Characterization of a new low-dose 6-hydroxydopamine model of Parkinson's disease in rat

Intrastriatal administration of 6‐hydroxydopamine (6‐OHDA) induces partial degeneration of the nigrostriatal pathway, mimicking the pathology of Parkinson's disease (PD). Setting up the partial lesion model can be challenging because a number of experimental settings can be altered. This study compares seven experimental settings in a single study on d‐amphetamine‐induced rotations, tyrosine hydroxylase (TH)‐positive neurites in the striatum, dopamine transporter (DAT)‐positive neurites in the striatum, and TH‐positive cells in the substantia nigra pars compacta (SNpc) in rats. Moreover, we validate a new algorithm for estimating the number of TH‐positive cells. We show that the behavior and immunoreactivity vary greatly depending on the injection settings, and we categorize the lesions as progressive, stable, or regressive based on d‐amphetamine‐induced rotations.
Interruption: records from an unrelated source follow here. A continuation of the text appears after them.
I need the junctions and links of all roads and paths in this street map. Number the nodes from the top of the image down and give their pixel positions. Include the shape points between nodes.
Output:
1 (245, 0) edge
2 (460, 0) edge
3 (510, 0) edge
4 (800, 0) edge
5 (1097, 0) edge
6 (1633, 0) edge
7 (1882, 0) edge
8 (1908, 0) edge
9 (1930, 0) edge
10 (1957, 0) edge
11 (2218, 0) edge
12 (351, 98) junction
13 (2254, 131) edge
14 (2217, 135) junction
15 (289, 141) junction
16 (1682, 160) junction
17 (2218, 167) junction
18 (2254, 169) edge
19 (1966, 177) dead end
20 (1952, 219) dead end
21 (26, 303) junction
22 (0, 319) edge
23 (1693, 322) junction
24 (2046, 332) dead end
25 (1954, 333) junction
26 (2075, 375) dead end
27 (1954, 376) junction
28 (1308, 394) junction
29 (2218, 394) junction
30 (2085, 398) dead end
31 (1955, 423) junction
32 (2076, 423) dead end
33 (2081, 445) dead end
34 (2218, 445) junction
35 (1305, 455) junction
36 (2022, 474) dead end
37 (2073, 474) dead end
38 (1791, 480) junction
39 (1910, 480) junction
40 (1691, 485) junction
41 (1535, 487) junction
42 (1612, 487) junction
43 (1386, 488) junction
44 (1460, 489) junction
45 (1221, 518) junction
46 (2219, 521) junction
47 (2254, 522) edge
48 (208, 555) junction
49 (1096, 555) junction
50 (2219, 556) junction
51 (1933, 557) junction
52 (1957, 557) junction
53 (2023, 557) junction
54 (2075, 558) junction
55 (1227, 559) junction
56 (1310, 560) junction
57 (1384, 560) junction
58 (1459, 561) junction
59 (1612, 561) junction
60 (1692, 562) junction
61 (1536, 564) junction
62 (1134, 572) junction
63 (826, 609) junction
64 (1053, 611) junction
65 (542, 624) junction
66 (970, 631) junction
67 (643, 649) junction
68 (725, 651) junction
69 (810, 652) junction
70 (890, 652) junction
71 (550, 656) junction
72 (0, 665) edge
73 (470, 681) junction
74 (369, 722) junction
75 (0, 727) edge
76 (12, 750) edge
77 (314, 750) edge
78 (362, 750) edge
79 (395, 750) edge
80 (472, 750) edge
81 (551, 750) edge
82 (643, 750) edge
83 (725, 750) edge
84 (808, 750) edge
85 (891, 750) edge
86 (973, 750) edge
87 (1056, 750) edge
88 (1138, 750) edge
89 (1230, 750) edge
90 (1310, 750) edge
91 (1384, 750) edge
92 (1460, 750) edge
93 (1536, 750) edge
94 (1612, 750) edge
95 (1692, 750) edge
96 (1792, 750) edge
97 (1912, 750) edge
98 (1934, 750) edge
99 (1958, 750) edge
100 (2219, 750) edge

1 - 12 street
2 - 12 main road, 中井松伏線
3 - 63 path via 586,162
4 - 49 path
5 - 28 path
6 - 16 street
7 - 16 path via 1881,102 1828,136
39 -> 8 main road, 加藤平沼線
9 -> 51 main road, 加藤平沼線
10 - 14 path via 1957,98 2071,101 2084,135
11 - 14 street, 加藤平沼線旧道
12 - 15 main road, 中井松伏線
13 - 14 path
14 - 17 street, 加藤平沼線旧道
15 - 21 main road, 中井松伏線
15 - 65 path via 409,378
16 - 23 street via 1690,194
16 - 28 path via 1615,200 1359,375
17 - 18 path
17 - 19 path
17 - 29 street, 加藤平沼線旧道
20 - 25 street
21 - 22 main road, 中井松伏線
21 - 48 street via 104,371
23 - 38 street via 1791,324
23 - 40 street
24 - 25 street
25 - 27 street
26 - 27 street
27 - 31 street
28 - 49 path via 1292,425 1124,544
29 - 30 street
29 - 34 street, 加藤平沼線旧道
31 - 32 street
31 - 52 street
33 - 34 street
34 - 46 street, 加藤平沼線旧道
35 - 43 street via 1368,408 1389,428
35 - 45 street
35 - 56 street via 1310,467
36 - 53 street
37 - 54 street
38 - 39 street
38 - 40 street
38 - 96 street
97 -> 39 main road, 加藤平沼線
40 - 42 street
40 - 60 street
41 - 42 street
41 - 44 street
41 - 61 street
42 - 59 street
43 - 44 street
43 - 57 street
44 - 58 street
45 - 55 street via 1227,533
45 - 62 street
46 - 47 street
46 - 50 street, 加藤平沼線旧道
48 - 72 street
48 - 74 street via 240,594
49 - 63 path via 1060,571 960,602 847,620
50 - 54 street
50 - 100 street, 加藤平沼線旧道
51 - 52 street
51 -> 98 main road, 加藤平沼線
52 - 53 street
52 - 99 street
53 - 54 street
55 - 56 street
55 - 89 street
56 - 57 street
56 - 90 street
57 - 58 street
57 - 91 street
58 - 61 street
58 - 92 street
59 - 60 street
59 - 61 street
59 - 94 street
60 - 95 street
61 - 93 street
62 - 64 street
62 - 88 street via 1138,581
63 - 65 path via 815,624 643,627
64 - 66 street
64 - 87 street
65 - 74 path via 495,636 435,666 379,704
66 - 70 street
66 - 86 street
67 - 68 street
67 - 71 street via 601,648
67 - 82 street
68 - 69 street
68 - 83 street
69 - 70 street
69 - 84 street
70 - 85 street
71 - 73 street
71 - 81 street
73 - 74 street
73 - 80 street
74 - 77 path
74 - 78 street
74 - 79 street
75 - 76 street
The rotation behavior correlated with the degree of the lesion, analyzed by immunohistochemistry; the largest lesions were in the progressive group, and the smallest lesions were in the regressive group. We establish a new low‐dose partial 6‐OHDA lesion model in which a total of 6 μg was distributed evenly to three sites in the striatum at a 10° angle. The administration of low‐dose 6‐OHDA produced stable and reliable rotation behavior and induced partial loss of striatal TH‐positive and DAT‐positive neurites and TH‐positive cells in the SNpc. This model is highly suitable for neurorestoration studies in the search for new therapies for PD, and the new algorithm increases the efficacy for estimating the number of dopamine neurons. This study can be extremely useful for laboratories setting up the partial 6‐OHDA model. © 2016 Wiley Periodicals, Inc. Injection of 3 × 2 μg 6‐OHDA at a 10° angle induced stable d‐amphetamine rotations, 72% reduction of striatal TH‐positive neurites, 73% reduction of striatal DAT‐positive neurites, and 64% loss of TH‐positive neurons measured by a new Matlab‐based cell‐counting analysis.